Morawiecki: Polska ma zapewnione 30-35 proc. prefinansowania na 2023 r.
Pytania na temat tego, jaka jest skala zagrożeń związanych z obecnym wzrostem rentowności i odwołaniem przetargu BGK, wysłaliśmy do MON i BGK.
Bank Gospodarki Krajowej w przesłanej money.pl odpowiedzi stwierdza, że wszystkie informacje ponad te, które są dostępne na stronach BGK, "objęte są tajemnicą bankową na mocy ustawy Prawo bankowe".
Z kolei wydział prasowy MON zauważa, że "środki z Funduszu Wsparcia Sił Zbrojnych (FWSZ) są dodatkowym, a nie głównym źródłem finansowania wydatków obronnych". Podstawowym jest budżet państwa. W roku 2022 r. zaplanowano wydatki na poziomie 2,2 proc. PKB, a w 2023 r. co najmniej 3 proc. PKB, tj. w wysokości 97,5 miliarda zł.
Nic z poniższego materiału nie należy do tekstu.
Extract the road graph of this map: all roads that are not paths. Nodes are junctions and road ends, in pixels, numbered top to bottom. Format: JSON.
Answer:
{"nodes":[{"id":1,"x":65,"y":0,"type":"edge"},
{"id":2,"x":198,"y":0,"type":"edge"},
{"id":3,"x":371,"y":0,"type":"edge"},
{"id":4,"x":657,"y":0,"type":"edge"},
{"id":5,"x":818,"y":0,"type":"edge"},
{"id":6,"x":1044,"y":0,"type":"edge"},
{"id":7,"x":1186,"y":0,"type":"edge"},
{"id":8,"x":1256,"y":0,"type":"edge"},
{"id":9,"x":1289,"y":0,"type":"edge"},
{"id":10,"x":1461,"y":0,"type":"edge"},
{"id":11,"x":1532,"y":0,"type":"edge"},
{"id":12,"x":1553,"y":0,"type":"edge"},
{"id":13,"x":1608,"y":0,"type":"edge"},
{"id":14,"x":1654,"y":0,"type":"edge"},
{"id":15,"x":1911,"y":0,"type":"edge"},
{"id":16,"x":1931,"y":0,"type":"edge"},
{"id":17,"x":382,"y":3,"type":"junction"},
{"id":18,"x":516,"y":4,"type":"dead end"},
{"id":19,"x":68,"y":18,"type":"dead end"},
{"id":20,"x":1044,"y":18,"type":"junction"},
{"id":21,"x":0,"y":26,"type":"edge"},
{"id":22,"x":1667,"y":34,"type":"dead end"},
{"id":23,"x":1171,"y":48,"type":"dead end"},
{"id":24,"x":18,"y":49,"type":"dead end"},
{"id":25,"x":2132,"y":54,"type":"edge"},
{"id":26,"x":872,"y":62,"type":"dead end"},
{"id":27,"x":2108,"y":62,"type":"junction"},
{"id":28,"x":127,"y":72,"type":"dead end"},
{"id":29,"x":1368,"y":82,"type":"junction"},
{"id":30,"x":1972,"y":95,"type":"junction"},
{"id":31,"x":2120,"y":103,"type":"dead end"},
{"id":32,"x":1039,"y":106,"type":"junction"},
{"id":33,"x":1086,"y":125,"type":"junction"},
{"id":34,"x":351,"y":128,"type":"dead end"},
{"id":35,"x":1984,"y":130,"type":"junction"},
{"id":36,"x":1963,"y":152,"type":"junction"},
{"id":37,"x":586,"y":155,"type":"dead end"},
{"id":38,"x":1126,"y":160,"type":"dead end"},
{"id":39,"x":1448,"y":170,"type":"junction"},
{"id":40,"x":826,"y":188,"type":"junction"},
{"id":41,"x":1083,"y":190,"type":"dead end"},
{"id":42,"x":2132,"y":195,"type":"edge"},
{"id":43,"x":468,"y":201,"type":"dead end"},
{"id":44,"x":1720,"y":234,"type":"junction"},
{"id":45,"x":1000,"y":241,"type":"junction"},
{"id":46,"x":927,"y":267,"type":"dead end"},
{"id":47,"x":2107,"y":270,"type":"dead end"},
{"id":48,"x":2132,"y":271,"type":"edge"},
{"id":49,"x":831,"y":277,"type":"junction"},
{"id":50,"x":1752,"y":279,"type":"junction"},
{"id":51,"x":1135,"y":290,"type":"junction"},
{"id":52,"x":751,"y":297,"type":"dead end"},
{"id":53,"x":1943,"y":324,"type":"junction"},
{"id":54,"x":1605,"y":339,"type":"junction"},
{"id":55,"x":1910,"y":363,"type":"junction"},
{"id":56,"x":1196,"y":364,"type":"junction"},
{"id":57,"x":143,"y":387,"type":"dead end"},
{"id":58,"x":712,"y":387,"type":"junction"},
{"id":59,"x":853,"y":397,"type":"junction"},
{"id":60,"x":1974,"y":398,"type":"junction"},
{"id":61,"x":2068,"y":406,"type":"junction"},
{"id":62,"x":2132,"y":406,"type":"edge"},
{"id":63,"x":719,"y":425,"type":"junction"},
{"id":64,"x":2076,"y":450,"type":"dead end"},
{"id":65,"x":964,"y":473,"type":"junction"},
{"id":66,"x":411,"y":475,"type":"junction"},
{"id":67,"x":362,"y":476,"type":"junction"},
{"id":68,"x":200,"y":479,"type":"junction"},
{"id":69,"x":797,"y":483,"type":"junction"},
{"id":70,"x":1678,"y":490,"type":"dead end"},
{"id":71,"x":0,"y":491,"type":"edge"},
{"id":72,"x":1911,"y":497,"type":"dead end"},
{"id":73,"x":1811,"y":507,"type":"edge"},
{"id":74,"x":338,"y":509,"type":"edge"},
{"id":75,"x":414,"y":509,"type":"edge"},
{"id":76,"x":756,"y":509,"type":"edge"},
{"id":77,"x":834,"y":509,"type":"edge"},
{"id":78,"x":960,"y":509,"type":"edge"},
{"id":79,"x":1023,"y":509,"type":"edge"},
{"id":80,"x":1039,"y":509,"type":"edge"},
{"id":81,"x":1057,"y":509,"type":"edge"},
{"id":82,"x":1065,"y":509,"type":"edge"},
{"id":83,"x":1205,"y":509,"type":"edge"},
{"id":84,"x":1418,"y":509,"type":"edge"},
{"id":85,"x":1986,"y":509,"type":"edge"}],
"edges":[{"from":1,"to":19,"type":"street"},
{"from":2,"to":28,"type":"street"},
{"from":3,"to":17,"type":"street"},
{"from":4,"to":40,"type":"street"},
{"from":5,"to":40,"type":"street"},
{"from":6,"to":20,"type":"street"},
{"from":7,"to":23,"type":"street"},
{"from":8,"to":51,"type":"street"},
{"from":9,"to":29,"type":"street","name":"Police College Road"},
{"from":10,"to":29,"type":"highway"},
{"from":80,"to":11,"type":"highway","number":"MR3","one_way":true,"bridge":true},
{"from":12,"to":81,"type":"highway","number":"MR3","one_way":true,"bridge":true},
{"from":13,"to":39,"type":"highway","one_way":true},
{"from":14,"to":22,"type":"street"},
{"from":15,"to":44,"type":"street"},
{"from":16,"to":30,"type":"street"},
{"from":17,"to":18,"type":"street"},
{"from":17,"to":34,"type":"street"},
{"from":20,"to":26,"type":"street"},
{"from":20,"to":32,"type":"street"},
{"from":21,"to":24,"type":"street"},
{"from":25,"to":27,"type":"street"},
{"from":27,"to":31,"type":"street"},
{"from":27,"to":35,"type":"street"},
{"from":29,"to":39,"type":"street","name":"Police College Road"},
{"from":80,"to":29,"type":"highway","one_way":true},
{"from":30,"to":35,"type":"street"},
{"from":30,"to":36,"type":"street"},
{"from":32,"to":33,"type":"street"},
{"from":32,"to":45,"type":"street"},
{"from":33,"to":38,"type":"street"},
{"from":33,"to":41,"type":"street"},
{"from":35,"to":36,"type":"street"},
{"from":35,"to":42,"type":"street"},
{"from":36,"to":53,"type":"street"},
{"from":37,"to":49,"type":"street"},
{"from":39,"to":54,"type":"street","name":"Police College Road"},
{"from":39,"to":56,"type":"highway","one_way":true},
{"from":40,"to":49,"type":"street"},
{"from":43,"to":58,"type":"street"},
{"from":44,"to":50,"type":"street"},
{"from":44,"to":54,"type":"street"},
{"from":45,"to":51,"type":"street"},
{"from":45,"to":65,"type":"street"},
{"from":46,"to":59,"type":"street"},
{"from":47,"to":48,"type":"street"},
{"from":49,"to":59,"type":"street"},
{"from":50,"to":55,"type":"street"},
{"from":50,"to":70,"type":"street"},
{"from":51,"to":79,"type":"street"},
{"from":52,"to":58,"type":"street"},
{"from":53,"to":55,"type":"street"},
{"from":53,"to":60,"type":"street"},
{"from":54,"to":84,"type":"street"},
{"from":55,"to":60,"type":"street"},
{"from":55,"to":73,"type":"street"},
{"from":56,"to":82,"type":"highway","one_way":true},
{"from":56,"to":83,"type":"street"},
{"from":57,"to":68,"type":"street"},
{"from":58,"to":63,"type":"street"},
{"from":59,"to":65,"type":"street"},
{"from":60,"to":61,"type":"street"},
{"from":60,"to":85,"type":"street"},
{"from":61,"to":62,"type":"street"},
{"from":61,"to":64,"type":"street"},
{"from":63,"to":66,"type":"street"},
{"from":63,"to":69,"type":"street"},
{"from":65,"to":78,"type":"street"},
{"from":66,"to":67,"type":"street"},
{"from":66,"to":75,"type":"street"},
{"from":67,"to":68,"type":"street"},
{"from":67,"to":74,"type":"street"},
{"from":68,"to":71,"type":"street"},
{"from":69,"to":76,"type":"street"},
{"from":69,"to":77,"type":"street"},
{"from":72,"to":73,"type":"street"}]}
Do problemu odniósł się też w poniedziałek w Łasku sam premier Morawiecki. Jak stwierdził premier, "Polska ma zapewnione 30-35 proc. prefinansowania na rok przyszły". Polska – jak powiedział – będzie organizowała aukcje obligacji "wtedy, kiedy będą ku temu najlepsze, najwłaściwsze warunki".
Szef rządu stwierdził też, że polski system finansów publicznych jest stabilny, a system bankowy jest bardzo dobrze dokapitalizowany. Z kolei "system polityki regulacyjnej, monetarnej i budżetowej jest ze sobą w dobrej, bardzo dobrej korelacji".